The Buddhist News
The Buddha: prince, warrior, meditator, and finally enlightened teacher. The life of the Buddha, the “One Who is Awake” to the nature of reality, begins 2600 years ago.
He founded a religion that has lasted two and a half millennia, but just who was Buddha?
Although born a prince, he realized that conditioned experiences could not provide lasting happiness or protection from suffering. After a long spiritual search he went into deep meditation, where he realized the nature of mind. He achieved the state of unconditional and lasting happiness: the state of enlightenment, of buddhahood. This state of mind is free from disturbing emotions and expresses itself through fearlessness, joy and active compassion. For the rest of his life, the Buddha taught anyone who asked how they could reach the same state.
India at the time of the Buddha was very spiritually open. Every major philosophical view was present in society, and people expected spirituality to influence their daily lives in positive ways.
At this time of great potential, Siddhartha Gautama, the future Buddha, was born into a royal family in what is now Nepal, close to the border with India. Growing up, the Buddha was exceptionally intelligent and compassionate. Tall, strong, and handsome, the Buddha belonged to the Warrior caste. It was predicted that he would become either a great king or spiritual leader. Since his parents wanted a powerful ruler for their kingdom, they tried to prevent Siddharta from seeing the unsatisfactory nature of the world. They surrounded him with every kind of pleasure. He was given five hundred attractive ladies and every opportunity for sports and excitement. He completely mastered the important combat training, even winning his wife, Yasodhara, in an archery contest.

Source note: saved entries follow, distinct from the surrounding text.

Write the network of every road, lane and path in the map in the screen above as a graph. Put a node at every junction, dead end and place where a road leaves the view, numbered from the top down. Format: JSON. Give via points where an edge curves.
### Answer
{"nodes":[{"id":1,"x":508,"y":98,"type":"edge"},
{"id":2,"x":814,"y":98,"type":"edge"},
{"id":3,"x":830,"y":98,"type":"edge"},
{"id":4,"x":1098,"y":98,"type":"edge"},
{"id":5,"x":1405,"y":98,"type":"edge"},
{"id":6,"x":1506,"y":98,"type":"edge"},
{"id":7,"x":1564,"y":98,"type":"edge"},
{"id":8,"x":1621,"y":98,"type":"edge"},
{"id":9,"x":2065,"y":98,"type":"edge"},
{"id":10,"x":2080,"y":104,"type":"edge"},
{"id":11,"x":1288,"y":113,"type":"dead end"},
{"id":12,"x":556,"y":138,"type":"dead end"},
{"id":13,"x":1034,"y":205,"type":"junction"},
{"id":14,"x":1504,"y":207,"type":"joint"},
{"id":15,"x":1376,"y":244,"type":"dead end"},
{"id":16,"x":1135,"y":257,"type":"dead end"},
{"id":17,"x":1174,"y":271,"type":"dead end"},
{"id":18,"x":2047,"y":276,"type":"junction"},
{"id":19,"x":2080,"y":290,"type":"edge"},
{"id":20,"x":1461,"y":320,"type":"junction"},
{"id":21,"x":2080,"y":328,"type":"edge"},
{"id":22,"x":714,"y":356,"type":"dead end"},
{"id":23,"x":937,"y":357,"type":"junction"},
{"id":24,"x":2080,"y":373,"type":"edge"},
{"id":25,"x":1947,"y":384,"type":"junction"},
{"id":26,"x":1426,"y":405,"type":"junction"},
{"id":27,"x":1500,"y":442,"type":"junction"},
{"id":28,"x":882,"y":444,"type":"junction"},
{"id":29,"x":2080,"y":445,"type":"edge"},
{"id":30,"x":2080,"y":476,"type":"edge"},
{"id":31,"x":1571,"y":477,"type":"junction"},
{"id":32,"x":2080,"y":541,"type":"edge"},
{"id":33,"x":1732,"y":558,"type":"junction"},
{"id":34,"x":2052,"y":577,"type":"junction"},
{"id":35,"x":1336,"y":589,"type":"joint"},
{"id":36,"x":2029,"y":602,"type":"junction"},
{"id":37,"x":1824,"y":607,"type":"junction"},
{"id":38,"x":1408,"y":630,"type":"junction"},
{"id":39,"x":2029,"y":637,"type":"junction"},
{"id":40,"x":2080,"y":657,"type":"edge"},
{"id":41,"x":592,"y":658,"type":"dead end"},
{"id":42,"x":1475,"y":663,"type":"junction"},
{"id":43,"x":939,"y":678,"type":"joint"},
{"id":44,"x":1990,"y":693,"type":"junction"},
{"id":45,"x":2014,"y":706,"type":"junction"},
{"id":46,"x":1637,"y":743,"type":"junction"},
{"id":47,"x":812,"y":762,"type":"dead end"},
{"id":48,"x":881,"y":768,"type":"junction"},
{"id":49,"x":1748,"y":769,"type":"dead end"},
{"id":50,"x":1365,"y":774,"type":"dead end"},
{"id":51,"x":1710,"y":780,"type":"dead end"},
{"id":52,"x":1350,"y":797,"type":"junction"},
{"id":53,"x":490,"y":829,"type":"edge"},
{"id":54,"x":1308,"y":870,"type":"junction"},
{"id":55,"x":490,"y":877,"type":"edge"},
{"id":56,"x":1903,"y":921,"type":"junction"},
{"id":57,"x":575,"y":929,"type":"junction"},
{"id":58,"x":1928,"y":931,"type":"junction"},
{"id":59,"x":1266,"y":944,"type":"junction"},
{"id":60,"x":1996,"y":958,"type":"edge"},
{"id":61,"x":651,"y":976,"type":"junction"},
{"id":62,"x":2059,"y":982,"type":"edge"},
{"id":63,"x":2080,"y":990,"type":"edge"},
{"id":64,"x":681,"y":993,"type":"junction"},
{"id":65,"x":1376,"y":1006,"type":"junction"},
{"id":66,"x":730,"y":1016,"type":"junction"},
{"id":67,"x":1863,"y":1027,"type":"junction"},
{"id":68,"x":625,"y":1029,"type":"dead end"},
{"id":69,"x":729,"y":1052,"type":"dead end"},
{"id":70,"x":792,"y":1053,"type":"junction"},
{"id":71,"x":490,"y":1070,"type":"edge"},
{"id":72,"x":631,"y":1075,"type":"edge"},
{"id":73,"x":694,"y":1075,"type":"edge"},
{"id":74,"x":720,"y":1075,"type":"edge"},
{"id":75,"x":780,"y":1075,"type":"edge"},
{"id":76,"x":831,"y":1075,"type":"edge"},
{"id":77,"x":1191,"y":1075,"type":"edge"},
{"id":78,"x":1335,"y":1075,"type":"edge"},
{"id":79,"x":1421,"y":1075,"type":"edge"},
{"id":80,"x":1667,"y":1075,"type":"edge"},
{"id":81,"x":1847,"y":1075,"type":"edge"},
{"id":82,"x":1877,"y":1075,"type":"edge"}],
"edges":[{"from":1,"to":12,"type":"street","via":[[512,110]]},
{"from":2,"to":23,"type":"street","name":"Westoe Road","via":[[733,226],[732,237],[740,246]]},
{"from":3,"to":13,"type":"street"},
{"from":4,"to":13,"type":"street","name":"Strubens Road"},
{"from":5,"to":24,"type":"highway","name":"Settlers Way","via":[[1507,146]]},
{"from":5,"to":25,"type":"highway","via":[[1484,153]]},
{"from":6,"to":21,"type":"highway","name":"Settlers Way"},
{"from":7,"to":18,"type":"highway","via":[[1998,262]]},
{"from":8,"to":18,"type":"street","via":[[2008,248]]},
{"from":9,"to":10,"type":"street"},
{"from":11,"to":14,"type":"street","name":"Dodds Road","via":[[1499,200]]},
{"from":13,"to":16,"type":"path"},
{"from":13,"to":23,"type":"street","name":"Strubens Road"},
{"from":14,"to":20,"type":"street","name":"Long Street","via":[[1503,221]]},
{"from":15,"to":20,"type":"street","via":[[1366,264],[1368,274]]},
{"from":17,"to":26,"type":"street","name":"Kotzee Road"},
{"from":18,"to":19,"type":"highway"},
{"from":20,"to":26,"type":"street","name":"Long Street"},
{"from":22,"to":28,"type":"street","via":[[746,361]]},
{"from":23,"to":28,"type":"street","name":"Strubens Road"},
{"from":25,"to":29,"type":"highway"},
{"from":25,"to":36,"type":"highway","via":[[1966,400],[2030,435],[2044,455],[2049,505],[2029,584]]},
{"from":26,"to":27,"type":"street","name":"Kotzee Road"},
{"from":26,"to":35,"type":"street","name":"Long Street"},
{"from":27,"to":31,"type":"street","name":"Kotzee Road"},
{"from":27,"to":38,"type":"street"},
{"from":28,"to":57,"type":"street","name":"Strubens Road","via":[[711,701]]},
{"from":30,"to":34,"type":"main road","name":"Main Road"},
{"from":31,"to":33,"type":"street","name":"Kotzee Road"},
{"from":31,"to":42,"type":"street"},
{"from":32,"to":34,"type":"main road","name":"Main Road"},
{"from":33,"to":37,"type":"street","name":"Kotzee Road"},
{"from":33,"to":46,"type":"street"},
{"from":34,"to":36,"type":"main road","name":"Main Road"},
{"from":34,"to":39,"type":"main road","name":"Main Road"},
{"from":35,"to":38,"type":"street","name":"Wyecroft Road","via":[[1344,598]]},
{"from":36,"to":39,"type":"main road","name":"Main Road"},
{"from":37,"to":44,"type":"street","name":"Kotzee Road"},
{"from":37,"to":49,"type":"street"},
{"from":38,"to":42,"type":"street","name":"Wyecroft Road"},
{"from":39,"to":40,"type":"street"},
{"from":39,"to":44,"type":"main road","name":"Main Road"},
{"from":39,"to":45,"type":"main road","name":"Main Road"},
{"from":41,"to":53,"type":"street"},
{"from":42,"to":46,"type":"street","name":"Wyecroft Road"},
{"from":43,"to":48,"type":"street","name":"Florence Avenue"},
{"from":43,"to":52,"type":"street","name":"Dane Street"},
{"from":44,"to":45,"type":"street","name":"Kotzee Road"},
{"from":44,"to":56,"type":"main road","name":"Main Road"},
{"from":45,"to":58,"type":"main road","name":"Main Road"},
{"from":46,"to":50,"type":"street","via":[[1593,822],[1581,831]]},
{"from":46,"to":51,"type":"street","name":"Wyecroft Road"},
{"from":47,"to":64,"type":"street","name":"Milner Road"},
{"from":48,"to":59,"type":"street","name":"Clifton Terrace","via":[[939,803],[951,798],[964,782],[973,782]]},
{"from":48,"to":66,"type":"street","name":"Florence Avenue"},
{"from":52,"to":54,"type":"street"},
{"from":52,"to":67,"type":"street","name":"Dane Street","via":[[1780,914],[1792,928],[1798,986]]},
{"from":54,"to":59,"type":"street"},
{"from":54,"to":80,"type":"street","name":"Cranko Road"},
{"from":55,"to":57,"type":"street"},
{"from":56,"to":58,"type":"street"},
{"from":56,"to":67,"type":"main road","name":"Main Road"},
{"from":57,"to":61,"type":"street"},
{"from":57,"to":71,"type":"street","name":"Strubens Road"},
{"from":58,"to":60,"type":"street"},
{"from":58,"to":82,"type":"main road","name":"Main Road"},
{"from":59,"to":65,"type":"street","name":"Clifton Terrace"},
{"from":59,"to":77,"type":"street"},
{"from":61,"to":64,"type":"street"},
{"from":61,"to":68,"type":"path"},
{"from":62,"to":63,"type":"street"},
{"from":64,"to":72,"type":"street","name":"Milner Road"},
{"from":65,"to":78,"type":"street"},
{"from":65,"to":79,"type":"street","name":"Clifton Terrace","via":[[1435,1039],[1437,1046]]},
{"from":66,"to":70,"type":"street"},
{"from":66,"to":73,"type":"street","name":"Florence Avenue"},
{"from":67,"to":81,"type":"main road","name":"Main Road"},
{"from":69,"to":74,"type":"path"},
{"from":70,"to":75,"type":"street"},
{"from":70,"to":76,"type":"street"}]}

Suddenly, at age 29, he was confronted with impermanence and suffering. On a rare outing from his luxurious palace, he saw someone desperately sick. The next day, he saw a decrepit old man, and finally a dead person. He was very upset to realize that old age, sickness and death would come to everyone he loved. Siddhartha had no refuge to offer them.
The next morning the prince walked past a meditator who sat in deep absorption. When their eyes met and their minds linked, Siddhartha stopped, mesmerized. In a flash, he realized that the perfection he had been seeking outside must be within mind itself. Meeting that man gave the future Buddha a first and enticing taste of mind, a true and lasting refuge, which he knew he had to experience himself for the good of all.
The Buddha decided he had to leave his royal responsibilities and his family in order to realize full enlightenment. He left the palace secretly, and set off alone into the forest. Over the next six years, he met many talented meditation teachers and mastered their techniques. Always he found that they showed him mind’s potential but not mind itself. Finally, at a place called Bodhgaya, the future Buddha decided to remain in meditation until he knew mind’s true nature and could benefit all beings. After spending six days and nights cutting through mind’s most subtle obstacles, he reached enlightenment on the full moon morning of May, a week before he turned thirty-five.
At the moment of full realization, all veils of mixed feelings and stiff ideas dissolved and Buddha experienced the all-encompassing here and now. All separation in time and space disappeared. Past, present, and future, near and far, melted into one radiant state of intuitive bliss. He became timeless, all-pervading awareness. Through every cell in his body he knew and was everything. He became Buddha, the Awakened One.
After his enlightenment, Buddha traveled on foot throughout northern India. He taught constantly for forty-five years. People of all castes and professions, from kings to courtesans, were drawn to him. He answered their questions, always pointing towards that which is ultimately real.
Throughout his life, Buddha encouraged his students to question his teachings and confirm them through their own experience. This non-dogmatic attitude still characterizes Buddhism today.